▸ TASK BRIEF:
A verbatim transcript of the data below is required, images omitted.

[Collected data entries]
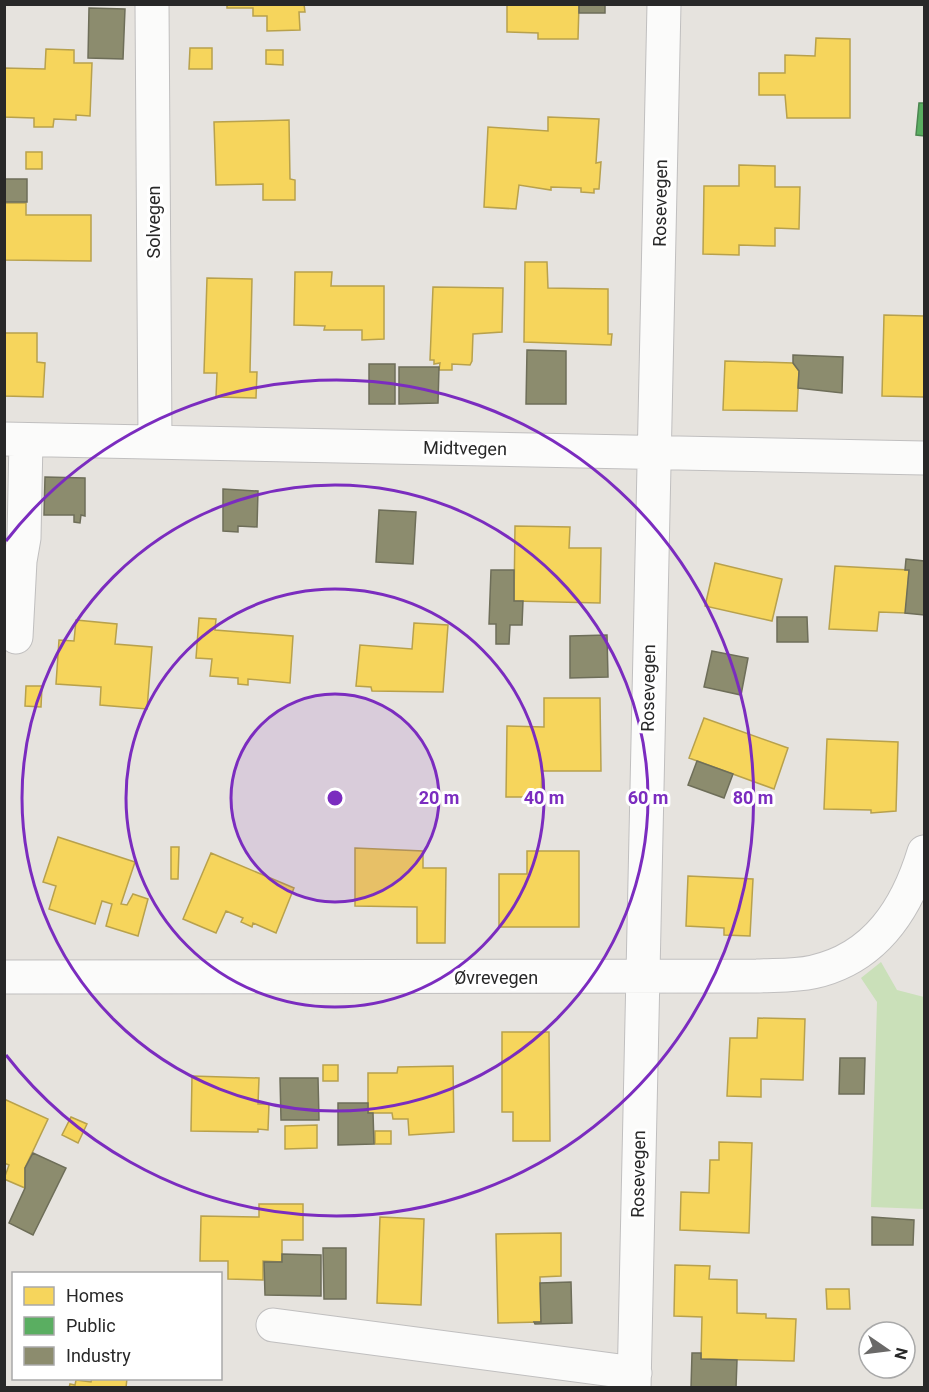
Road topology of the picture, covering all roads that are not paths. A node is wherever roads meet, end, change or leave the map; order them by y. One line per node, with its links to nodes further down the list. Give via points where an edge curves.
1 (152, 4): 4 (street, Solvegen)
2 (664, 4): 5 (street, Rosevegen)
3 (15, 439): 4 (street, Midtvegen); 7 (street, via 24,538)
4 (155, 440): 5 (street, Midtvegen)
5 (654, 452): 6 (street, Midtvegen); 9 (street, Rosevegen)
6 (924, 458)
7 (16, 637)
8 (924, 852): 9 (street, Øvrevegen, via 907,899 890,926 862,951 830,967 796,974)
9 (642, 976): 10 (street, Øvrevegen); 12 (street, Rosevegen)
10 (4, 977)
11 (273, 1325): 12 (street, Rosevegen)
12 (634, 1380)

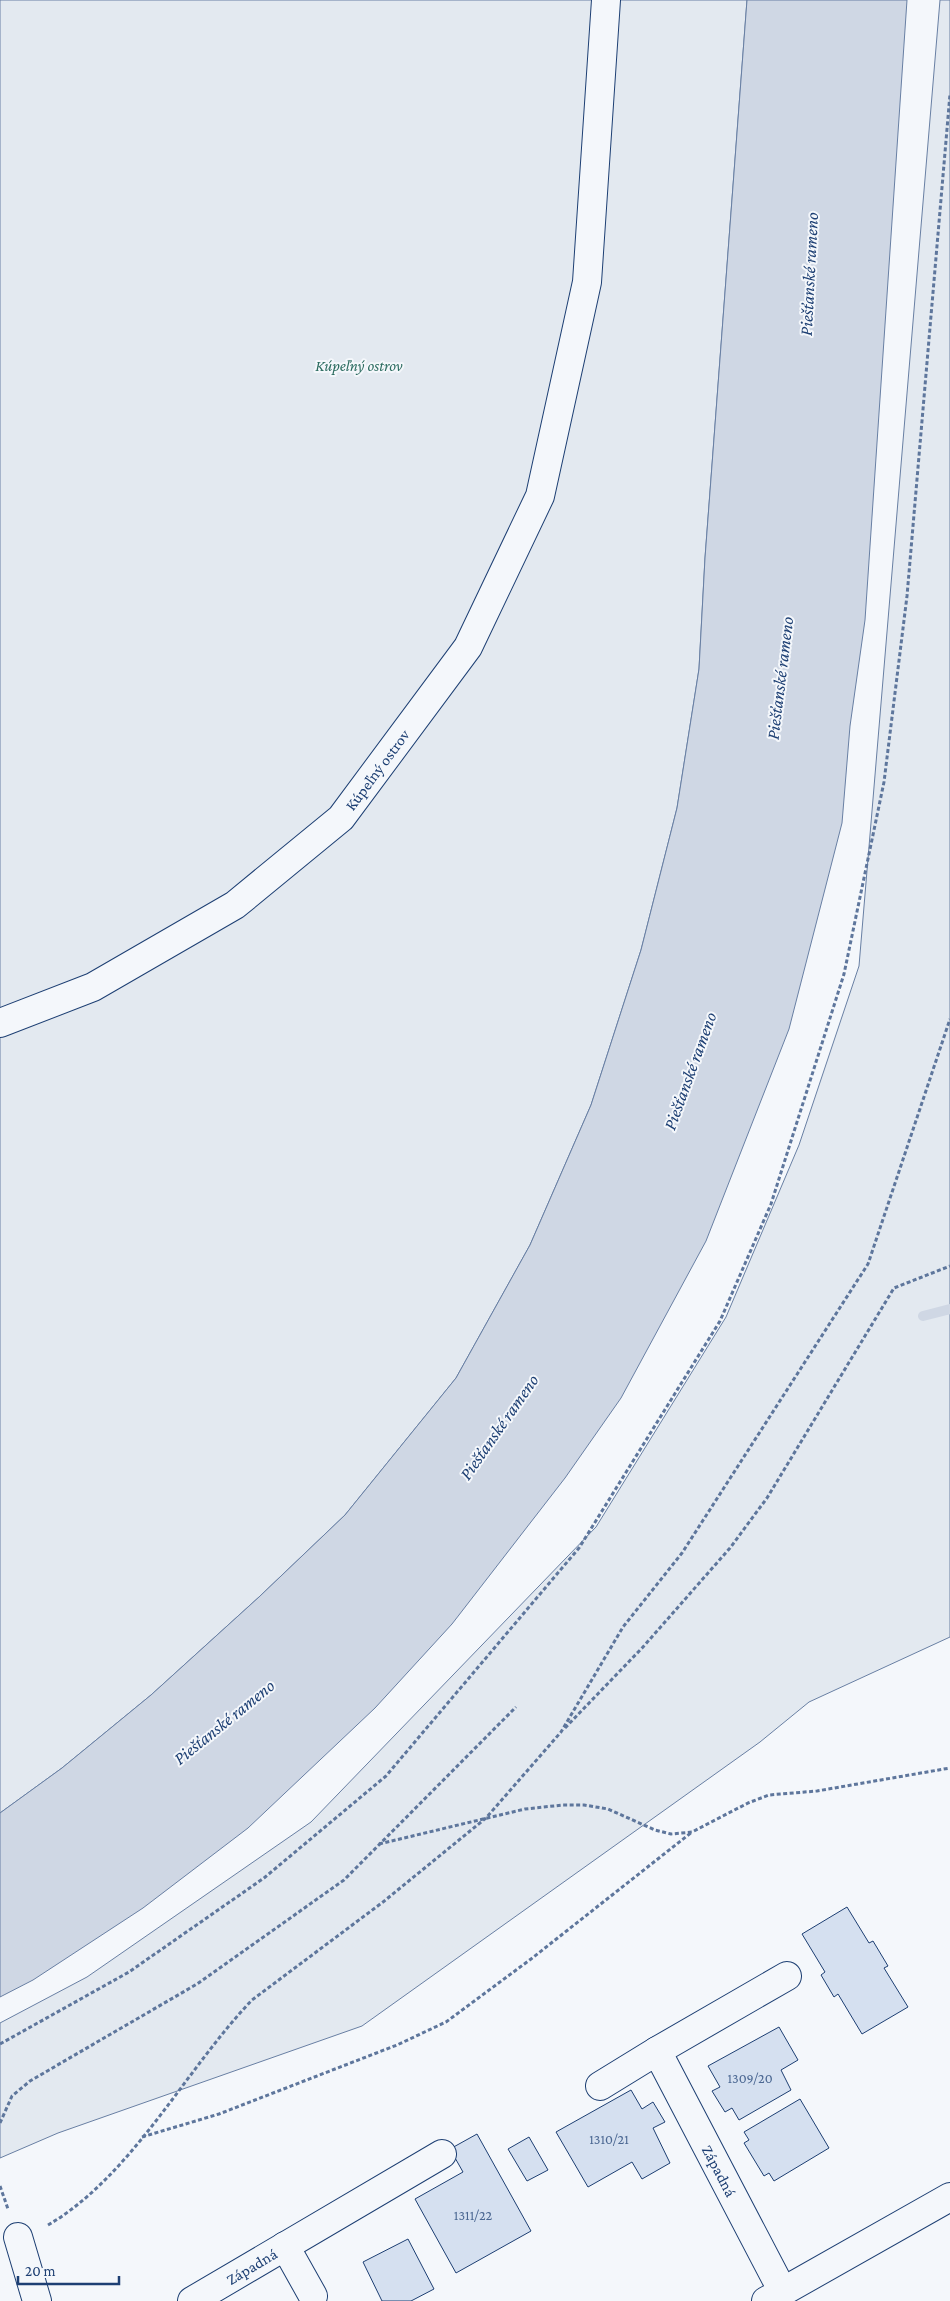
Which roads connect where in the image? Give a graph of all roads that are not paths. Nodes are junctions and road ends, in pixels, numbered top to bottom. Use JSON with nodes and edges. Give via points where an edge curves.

▸ YOUR SOLUTION:
Road topology of the picture, covering all roads that are not paths. A node is wherever roads meet, end, change or leave the map; order them by y. One line per node, with its links to nodes further down the list. Give via points where an edge curves.
1 (152, 4): 4 (street, Solvegen)
2 (664, 4): 5 (street, Rosevegen)
3 (15, 439): 4 (street, Midtvegen); 7 (street, via 24,538)
4 (155, 440): 5 (street, Midtvegen)
5 (654, 452): 6 (street, Midtvegen); 9 (street, Rosevegen)
6 (924, 458)
7 (16, 637)
8 (924, 852): 9 (street, Øvrevegen, via 907,899 890,926 862,951 830,967 796,974)
9 (642, 976): 10 (street, Øvrevegen); 12 (street, Rosevegen)
10 (4, 977)
11 (273, 1325): 12 (street, Rosevegen)
12 (634, 1380)

Which roads connect where in the image? Give a graph of all roads that are not paths. Nodes are junctions and road ends, in pixels, numbered top to bottom. Use JSON with nodes and edges. Give via points where an edge curves.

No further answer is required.